-------- PROVIDED DATA
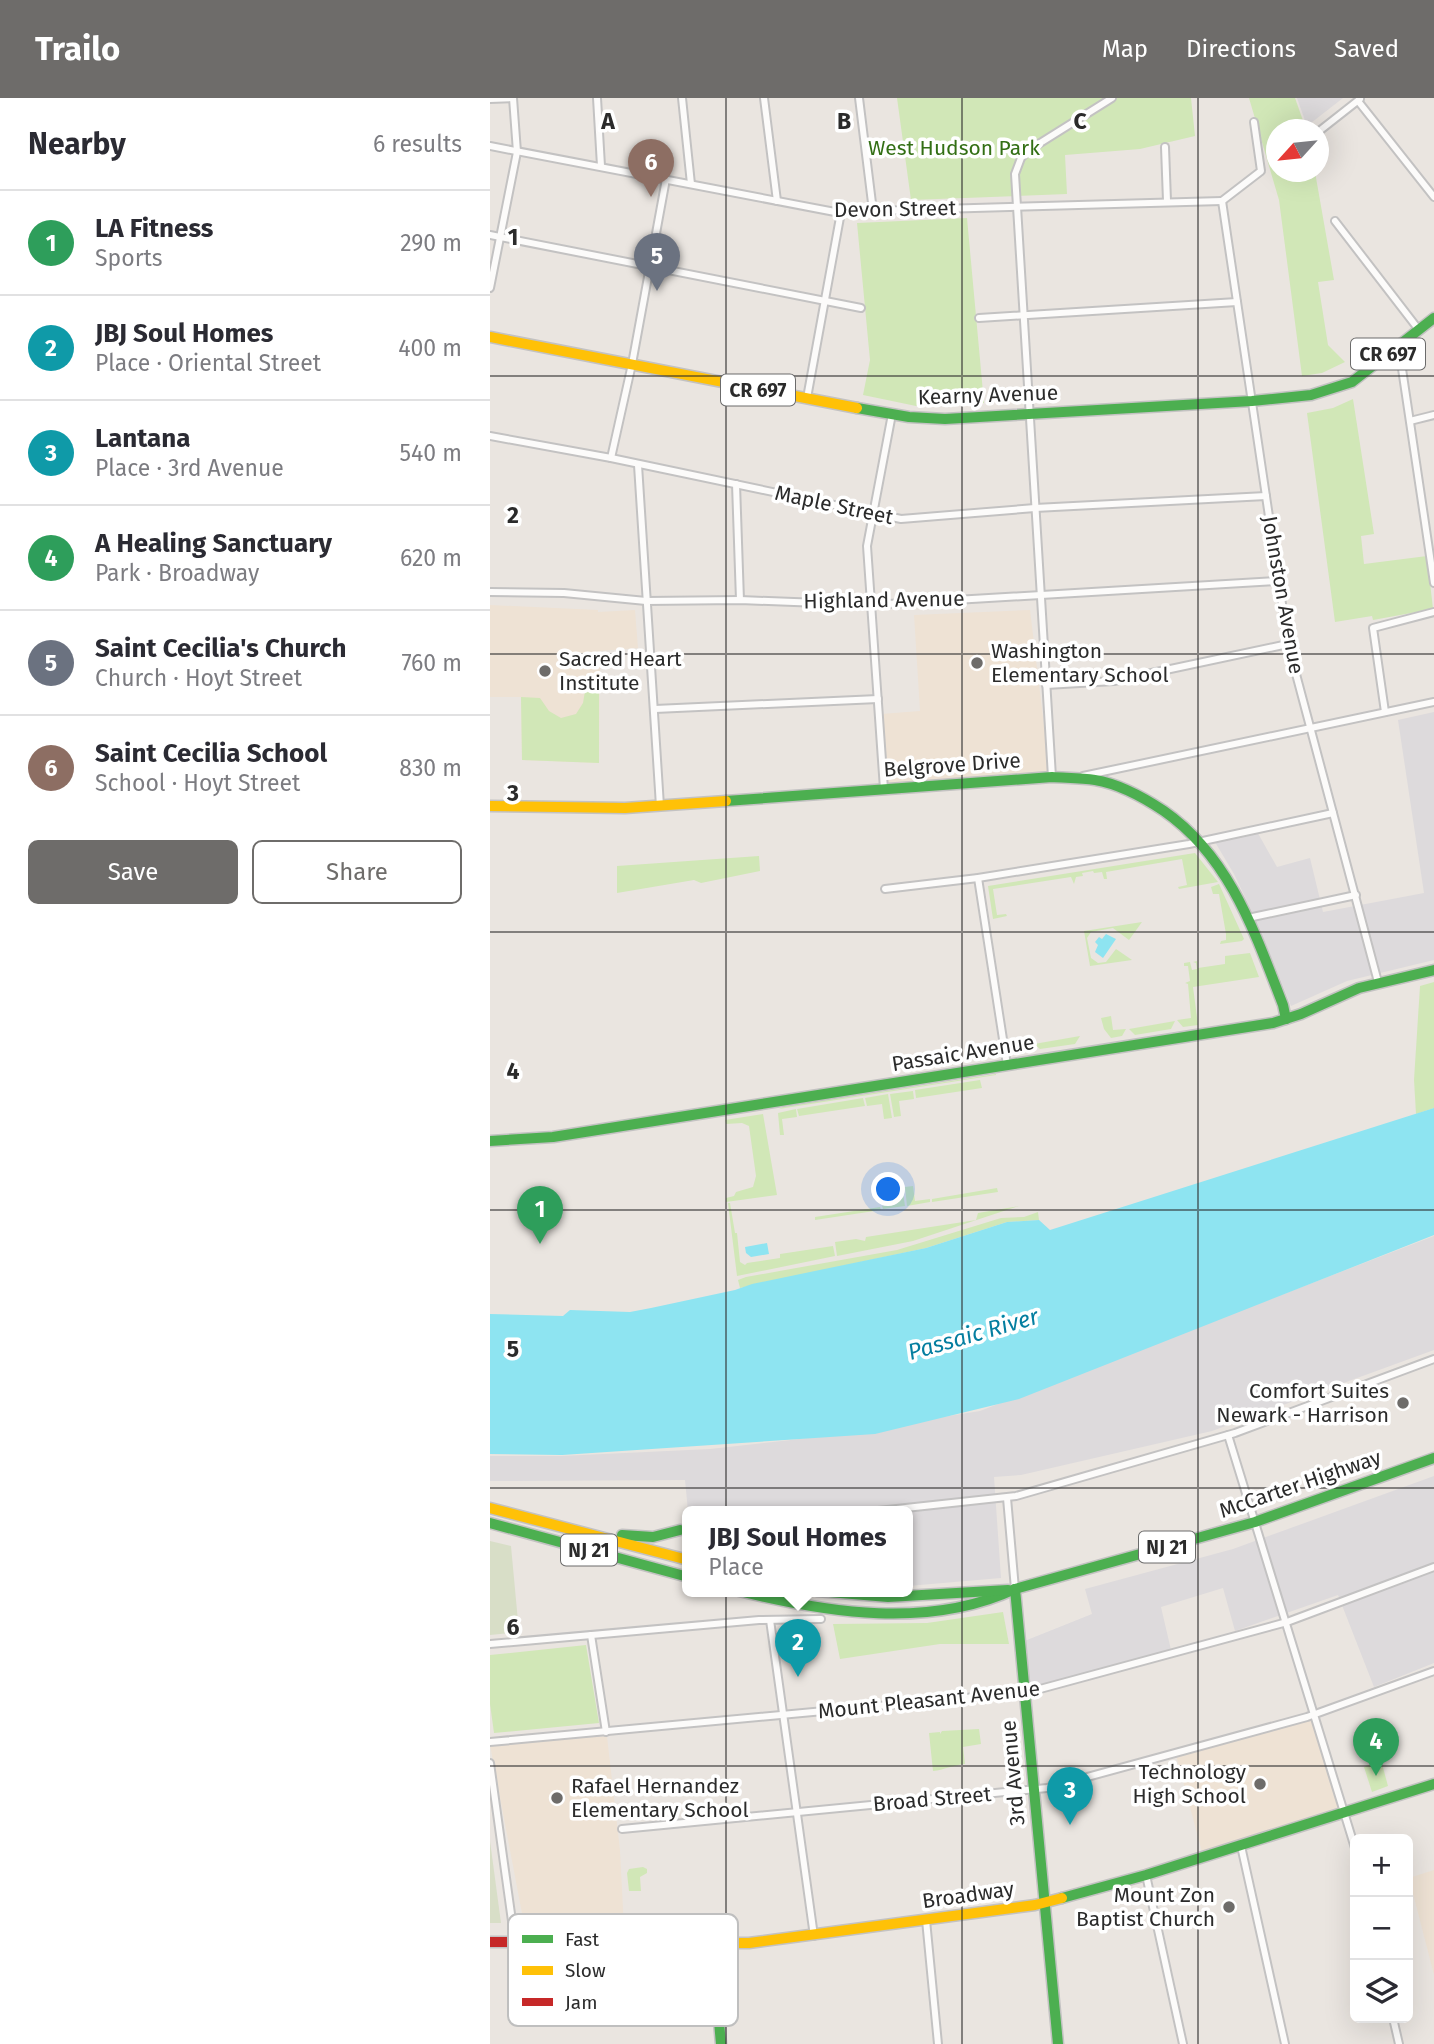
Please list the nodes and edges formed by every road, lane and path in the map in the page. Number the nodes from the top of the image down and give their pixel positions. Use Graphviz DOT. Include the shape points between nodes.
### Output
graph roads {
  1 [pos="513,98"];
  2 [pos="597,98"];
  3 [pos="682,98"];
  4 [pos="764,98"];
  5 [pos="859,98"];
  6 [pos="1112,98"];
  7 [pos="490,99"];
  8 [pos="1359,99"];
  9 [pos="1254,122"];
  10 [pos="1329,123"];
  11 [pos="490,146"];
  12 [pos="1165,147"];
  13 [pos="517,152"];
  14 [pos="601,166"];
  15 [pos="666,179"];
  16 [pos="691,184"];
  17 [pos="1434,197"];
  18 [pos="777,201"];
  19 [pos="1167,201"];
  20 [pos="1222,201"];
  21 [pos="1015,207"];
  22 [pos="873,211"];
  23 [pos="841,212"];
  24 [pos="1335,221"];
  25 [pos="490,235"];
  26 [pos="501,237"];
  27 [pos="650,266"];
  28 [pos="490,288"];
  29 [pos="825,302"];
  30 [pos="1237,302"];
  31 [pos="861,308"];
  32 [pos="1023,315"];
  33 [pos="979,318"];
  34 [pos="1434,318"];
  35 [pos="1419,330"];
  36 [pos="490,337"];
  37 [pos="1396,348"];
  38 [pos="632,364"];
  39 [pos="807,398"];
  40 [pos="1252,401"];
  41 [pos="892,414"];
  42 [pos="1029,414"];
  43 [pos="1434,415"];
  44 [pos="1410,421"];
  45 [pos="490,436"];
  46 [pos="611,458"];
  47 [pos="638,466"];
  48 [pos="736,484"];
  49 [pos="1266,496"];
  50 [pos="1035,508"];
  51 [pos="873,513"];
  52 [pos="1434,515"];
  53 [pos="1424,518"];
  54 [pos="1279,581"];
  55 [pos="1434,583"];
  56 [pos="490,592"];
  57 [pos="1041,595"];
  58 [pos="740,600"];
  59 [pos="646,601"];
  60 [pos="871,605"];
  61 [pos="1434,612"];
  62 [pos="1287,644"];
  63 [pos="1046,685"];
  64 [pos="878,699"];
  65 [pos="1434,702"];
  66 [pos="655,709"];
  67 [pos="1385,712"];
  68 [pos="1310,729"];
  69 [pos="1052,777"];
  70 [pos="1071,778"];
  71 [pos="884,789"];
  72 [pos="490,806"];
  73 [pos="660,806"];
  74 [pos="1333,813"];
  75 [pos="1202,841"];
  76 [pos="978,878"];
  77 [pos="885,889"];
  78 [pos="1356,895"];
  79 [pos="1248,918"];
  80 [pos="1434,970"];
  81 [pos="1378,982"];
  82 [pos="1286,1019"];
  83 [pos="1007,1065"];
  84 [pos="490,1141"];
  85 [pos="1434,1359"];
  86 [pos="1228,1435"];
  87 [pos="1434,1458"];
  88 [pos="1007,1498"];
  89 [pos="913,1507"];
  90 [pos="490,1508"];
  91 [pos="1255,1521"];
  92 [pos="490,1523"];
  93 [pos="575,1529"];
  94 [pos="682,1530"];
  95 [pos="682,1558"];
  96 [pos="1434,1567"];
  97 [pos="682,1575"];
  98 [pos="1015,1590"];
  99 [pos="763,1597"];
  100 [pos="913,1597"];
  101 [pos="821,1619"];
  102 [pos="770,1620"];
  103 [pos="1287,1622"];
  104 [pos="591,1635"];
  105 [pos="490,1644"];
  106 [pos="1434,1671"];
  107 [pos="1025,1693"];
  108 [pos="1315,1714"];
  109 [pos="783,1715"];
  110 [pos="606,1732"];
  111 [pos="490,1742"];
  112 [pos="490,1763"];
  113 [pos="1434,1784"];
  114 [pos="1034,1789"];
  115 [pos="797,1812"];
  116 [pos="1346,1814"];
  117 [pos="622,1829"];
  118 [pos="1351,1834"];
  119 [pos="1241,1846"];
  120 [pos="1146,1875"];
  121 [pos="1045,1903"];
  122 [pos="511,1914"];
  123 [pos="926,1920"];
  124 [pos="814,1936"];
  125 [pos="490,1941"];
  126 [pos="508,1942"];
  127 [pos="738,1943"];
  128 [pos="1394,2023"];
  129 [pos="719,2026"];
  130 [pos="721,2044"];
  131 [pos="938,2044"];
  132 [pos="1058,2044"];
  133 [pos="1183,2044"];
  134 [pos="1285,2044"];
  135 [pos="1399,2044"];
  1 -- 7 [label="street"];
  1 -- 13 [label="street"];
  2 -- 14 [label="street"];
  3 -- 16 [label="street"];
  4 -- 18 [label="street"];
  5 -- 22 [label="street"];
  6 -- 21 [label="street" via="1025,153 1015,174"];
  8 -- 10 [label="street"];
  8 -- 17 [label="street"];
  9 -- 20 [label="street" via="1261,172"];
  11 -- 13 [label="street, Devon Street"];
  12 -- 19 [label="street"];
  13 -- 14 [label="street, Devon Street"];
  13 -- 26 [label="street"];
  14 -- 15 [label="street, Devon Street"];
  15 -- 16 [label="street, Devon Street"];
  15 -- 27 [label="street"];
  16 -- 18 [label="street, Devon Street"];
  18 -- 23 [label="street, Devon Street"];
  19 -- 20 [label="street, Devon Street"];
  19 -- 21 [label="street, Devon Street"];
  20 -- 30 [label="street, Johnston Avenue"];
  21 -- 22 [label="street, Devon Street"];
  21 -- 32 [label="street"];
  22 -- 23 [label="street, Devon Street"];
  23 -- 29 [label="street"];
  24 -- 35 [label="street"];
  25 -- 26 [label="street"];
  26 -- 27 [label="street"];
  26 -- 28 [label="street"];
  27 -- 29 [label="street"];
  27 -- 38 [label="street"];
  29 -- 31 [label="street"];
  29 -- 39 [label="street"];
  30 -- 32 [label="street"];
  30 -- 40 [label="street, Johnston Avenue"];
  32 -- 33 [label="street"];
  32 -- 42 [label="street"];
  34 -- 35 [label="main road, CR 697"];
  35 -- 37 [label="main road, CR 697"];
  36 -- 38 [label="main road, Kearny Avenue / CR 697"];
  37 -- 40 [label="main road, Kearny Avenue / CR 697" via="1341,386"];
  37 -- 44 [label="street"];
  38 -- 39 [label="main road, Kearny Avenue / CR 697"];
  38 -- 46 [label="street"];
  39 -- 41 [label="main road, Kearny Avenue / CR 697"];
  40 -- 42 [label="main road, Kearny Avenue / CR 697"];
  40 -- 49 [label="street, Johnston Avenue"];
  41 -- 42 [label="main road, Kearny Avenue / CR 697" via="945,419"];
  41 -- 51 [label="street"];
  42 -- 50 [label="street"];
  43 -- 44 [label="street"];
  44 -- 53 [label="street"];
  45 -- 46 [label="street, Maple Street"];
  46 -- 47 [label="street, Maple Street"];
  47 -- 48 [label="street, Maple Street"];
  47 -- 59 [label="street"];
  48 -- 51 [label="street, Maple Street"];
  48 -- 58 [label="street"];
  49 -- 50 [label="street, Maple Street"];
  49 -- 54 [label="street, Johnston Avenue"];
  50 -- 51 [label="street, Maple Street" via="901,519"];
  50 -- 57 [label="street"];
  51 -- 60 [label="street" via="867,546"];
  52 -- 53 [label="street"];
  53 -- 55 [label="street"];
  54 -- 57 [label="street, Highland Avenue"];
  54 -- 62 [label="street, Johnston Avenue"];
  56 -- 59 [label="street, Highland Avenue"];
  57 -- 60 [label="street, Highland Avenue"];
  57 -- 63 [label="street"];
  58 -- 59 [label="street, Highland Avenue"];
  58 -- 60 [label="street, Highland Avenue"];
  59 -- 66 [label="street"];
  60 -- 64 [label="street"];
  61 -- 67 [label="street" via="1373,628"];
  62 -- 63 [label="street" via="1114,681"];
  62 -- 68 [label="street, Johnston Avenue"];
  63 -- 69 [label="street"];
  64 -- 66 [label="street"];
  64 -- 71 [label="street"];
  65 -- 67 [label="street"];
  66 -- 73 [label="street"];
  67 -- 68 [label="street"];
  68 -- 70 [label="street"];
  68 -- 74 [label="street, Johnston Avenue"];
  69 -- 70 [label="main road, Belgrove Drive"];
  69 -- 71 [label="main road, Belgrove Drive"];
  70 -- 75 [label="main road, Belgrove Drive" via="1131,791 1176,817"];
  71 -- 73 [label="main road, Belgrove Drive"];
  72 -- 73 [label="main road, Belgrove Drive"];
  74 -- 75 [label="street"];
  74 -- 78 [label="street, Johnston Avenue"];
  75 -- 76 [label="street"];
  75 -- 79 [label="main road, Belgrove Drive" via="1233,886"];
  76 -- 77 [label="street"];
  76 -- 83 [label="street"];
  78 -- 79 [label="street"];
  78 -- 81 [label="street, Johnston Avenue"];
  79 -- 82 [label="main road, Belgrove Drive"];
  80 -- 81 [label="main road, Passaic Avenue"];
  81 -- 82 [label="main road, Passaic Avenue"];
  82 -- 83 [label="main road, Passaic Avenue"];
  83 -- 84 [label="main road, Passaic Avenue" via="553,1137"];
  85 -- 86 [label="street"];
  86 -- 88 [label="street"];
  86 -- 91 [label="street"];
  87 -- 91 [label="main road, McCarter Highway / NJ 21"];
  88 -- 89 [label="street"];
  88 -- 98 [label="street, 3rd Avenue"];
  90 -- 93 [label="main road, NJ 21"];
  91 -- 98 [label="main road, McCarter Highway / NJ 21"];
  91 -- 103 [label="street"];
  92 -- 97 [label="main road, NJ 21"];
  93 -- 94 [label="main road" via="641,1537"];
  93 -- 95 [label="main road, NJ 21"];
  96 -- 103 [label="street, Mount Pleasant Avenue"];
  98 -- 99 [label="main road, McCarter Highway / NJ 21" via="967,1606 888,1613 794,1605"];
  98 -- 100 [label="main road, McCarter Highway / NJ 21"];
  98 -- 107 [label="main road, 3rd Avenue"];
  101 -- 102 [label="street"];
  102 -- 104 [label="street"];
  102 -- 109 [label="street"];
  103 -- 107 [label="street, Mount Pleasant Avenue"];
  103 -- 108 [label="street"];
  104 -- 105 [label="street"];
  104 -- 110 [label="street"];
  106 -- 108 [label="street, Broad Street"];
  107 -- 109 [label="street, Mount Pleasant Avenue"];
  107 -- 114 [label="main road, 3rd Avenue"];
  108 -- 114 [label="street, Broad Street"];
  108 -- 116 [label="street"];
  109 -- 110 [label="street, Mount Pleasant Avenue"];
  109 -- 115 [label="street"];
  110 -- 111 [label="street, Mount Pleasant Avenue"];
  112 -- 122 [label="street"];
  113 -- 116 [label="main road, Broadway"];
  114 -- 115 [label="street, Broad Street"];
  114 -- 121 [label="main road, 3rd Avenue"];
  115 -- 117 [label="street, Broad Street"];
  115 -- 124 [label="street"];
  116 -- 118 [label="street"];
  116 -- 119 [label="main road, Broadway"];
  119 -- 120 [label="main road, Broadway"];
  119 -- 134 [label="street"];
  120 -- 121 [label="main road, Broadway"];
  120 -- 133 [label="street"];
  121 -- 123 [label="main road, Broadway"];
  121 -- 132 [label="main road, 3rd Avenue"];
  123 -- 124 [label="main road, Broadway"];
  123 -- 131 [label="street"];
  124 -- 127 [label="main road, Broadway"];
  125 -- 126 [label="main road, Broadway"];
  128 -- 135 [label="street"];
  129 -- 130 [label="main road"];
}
----------------
PROBLEM TO WORK ON: For each line in the records that holds "Maple", show that line as it stands.

TASK OUTPUT:
  45 -- 46 [label="street, Maple Street"];
  46 -- 47 [label="street, Maple Street"];
  47 -- 48 [label="street, Maple Street"];
  48 -- 51 [label="street, Maple Street"];
  49 -- 50 [label="street, Maple Street"];
  50 -- 51 [label="street, Maple Street" via="901,519"];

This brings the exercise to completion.